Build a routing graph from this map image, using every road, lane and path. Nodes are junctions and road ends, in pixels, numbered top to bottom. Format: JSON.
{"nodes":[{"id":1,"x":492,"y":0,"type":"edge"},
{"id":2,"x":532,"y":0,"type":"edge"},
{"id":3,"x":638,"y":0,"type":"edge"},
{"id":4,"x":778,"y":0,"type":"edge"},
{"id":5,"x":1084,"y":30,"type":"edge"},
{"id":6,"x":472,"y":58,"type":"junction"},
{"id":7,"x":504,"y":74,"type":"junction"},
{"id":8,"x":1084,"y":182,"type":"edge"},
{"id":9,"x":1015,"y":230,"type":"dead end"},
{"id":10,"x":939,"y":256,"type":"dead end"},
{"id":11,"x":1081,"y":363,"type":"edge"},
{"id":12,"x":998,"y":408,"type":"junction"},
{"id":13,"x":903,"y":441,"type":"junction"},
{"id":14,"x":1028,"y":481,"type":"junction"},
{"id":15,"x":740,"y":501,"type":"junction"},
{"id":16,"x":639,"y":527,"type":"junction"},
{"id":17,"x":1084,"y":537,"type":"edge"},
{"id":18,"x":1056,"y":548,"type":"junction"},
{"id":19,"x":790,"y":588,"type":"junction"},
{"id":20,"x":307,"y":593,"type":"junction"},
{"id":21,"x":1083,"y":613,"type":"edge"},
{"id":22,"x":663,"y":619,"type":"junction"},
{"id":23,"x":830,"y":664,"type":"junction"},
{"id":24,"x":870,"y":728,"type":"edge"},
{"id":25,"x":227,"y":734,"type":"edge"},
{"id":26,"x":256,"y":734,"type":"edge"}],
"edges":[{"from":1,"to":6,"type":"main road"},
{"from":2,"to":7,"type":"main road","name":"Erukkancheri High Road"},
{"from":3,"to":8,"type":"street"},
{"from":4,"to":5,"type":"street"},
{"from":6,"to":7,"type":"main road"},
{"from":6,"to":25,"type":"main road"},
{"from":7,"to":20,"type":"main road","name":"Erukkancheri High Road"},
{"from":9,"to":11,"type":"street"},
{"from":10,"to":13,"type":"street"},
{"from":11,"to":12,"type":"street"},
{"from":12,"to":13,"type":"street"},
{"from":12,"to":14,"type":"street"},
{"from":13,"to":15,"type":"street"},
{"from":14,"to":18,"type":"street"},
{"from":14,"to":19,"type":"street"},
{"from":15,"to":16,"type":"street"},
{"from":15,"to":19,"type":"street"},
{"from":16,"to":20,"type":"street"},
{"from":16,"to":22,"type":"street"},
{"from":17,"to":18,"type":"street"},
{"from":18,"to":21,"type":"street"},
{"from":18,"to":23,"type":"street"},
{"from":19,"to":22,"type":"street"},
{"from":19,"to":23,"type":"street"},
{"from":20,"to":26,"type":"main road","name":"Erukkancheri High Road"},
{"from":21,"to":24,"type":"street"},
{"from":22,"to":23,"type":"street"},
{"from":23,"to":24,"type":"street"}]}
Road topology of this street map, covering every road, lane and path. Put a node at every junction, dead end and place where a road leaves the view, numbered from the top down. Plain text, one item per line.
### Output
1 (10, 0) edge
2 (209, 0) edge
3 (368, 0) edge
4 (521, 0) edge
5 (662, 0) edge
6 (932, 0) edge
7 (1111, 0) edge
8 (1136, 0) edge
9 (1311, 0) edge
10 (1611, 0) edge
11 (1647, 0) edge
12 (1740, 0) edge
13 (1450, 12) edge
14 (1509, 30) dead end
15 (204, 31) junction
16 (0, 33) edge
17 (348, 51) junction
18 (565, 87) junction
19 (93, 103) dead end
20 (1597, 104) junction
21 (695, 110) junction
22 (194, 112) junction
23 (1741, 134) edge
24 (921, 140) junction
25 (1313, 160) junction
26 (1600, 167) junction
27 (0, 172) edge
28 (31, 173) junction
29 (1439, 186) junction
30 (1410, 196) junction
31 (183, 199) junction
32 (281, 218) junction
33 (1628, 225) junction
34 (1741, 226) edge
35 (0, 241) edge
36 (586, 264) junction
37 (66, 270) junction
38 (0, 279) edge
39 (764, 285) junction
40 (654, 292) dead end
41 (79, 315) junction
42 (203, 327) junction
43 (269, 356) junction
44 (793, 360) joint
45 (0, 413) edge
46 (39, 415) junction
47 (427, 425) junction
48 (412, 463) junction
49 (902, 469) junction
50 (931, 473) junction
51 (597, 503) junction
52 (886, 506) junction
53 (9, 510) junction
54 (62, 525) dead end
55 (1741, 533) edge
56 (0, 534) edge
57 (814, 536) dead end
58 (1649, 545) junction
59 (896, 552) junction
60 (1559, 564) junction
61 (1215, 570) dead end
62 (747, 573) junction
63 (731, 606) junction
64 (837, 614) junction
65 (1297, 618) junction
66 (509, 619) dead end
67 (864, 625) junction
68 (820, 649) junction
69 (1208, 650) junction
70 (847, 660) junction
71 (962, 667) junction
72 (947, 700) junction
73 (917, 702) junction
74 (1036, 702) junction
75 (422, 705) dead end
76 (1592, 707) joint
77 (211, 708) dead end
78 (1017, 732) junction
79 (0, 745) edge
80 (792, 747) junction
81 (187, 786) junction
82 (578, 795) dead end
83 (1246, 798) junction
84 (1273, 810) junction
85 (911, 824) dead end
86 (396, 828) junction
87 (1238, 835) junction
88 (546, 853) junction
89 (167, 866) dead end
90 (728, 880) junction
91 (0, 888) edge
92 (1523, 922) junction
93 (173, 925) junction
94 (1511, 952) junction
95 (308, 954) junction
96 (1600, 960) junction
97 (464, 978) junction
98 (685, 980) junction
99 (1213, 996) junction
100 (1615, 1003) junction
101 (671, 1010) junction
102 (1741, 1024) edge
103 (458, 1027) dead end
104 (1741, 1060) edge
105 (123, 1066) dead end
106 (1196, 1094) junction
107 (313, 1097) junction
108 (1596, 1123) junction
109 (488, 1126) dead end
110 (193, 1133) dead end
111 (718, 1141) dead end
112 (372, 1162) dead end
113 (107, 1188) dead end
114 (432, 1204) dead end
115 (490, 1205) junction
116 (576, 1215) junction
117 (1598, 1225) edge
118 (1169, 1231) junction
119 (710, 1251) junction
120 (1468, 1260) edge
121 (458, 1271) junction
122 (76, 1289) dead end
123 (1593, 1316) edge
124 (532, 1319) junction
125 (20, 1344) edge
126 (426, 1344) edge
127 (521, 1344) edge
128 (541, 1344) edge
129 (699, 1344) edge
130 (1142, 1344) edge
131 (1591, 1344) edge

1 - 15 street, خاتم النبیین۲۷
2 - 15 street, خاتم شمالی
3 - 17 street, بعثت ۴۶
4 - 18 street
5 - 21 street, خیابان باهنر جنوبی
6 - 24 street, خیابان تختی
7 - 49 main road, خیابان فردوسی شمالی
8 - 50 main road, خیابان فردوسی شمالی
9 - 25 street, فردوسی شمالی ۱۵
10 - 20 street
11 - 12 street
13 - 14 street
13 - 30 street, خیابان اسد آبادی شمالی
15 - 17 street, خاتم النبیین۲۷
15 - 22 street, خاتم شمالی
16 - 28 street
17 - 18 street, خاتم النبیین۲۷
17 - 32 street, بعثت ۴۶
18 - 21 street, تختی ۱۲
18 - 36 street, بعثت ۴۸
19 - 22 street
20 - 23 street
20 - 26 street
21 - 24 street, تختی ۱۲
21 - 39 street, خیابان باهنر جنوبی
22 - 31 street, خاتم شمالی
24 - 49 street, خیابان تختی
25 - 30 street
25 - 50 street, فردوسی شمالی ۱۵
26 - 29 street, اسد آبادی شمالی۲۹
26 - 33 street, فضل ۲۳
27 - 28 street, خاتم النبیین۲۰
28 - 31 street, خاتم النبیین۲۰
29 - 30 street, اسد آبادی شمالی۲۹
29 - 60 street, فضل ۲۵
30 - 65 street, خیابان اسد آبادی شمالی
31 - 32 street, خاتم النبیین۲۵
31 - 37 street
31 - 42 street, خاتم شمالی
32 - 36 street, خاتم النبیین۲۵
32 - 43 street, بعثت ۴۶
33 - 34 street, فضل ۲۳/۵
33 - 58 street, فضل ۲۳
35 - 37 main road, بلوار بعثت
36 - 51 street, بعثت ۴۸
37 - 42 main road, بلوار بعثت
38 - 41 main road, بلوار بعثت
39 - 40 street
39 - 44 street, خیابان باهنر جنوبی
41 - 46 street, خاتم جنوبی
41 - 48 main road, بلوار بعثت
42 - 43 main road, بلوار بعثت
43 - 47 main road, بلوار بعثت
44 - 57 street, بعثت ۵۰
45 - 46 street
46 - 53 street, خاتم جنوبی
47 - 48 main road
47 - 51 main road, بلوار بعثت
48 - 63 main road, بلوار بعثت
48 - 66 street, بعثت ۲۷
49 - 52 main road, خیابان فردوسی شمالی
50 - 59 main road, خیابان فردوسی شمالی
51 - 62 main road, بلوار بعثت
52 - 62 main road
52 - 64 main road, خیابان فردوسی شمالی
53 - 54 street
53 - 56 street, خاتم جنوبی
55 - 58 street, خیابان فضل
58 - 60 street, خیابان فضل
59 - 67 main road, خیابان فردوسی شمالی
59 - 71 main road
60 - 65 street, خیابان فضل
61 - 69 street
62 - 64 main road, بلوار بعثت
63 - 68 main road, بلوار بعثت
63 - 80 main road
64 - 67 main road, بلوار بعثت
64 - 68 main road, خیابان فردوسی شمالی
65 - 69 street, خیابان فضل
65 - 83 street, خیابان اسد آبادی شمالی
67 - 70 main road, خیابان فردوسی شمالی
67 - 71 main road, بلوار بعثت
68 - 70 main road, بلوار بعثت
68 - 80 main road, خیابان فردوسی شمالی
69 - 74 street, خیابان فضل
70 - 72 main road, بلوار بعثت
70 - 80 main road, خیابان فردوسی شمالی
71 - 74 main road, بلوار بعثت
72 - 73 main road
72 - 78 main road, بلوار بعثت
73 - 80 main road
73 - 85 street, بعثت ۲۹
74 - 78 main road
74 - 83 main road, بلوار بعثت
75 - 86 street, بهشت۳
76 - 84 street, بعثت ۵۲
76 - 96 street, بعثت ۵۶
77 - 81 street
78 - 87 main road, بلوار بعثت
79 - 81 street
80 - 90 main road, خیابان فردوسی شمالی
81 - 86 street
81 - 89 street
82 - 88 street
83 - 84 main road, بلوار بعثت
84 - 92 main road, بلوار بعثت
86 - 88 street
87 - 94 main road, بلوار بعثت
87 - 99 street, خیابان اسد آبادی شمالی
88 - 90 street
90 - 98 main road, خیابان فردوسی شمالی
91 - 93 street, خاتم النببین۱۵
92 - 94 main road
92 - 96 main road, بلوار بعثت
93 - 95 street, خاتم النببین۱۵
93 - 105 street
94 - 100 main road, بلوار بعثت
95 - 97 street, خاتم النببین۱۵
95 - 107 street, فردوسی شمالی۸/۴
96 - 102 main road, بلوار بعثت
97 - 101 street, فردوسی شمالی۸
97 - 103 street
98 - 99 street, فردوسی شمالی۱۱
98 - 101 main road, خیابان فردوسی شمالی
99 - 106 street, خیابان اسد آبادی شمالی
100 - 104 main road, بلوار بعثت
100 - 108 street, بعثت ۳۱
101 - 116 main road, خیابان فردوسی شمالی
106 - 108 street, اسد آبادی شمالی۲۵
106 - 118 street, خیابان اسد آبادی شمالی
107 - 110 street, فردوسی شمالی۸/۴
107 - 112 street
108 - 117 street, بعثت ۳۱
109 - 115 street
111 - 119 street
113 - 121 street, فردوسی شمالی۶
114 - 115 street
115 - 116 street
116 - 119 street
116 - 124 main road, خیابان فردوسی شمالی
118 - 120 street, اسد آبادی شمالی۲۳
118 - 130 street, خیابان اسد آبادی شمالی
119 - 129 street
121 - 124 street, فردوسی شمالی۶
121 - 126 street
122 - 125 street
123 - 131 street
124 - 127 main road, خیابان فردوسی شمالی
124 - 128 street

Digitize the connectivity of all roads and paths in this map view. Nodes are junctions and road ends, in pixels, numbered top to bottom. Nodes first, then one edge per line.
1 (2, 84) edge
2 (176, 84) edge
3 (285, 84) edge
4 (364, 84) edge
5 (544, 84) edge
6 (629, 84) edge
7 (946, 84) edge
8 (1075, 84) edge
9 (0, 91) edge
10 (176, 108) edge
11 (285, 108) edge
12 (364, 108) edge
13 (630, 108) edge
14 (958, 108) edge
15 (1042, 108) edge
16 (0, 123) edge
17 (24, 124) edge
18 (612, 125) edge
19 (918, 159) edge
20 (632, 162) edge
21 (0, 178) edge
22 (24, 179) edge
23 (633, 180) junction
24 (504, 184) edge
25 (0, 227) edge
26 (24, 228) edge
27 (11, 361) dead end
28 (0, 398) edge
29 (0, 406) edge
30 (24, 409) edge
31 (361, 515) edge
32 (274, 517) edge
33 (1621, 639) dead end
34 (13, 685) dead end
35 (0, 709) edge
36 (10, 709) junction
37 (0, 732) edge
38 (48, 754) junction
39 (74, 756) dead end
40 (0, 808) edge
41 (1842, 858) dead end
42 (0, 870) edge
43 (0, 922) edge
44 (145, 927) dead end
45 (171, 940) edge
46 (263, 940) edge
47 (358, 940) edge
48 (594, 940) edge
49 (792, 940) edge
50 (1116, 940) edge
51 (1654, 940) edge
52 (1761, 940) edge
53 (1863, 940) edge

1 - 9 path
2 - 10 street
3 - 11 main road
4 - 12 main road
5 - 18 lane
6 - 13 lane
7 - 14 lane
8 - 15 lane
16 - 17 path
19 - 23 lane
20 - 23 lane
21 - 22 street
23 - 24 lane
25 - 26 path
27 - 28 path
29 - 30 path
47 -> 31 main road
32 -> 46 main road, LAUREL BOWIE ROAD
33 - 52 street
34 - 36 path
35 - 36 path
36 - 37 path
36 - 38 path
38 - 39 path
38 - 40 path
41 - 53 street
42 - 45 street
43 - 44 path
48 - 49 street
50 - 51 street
=-=-=
Scan the records above, then copy out each line that mentions "name".

{"from":2,"to":7,"type":"main road","name":"Erukkancheri High Road"},
{"from":7,"to":20,"type":"main road","name":"Erukkancheri High Road"},
{"from":20,"to":26,"type":"main road","name":"Erukkancheri High Road"},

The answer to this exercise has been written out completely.